「もしかして、あの時も……」
「そう、失敗しちゃった」
望月相馬は苦笑いを見せる。
小学五年生の時に散々後悔したのに、再会した時も上手く出来ないなんて……どんだけ不器用なのだろう。
あたしは可笑しくて、つい笑ってしまう。
「ちょ、笑わないでよ」
「ごめん、ごめん」
「もう……」
そう頬を膨らませている望月相馬も、どこか笑顔だ。
「……けど、そっちの方がやり直せるかもって思ったのも、ある」
「へっ?どういうこと?」
やり直せるって、何を?
「何も知らないフリをしておけば、純香ちゃんと一緒にいられるかもって思ったんだ。あの苦い思い出を、もう一度やり直したかった。思い出を、塗り替えたかったんだ」
「………なにそれ、ズルい」
「うん……知ってる」
そんなことしなくても、本当のこと全部言ってくれれば、きっと許していただろうに。
「……純香ちゃんはそんな俺と付き合うって言ってくれた。

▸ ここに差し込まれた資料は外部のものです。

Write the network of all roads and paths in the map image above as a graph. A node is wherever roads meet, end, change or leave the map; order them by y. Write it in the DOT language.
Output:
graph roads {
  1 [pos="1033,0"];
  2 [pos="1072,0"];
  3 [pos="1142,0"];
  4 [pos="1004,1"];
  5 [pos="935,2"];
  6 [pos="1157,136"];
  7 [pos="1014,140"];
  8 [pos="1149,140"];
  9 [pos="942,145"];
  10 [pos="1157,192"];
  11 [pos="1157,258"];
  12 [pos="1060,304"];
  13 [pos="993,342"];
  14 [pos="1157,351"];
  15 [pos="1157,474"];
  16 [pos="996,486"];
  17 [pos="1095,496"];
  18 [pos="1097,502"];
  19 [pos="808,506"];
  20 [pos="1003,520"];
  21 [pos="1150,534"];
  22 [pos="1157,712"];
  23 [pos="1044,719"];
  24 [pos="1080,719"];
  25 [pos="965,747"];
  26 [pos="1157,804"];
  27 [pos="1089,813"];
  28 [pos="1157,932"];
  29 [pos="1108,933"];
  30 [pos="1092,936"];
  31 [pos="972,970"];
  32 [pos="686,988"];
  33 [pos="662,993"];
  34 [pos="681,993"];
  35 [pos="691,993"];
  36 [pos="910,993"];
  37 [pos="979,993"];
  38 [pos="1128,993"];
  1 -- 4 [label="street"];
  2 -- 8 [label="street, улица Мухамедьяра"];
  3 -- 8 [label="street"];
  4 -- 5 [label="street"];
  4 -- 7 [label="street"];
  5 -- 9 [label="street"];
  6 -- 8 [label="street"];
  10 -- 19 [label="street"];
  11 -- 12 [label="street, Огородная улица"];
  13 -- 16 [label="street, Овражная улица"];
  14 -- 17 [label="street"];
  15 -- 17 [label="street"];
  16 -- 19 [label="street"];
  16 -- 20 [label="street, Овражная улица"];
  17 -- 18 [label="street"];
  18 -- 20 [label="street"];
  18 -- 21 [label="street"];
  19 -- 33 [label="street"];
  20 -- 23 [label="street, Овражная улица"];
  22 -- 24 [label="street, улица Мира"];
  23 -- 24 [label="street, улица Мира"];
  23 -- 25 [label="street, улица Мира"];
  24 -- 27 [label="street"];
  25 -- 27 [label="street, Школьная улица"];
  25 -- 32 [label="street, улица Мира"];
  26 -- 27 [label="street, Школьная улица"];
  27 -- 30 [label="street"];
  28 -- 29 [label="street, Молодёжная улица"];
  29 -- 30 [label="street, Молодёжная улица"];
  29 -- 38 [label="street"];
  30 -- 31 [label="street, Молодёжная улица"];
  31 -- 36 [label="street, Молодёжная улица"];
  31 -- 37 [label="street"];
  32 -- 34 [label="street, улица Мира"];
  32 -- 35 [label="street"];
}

俺に何かする気だなっていうのはすぐに分かった。けど、それさえも好都合だと思った。だって、目的達成するまで俺と一緒にいてくれるでしょ?」
望月相馬はそう言った後、少し悲しそうな表情を作る。
「…………。」
あたしって、どんだけ分かりやすいんだろう?
中川くんにも見抜かれてたし……。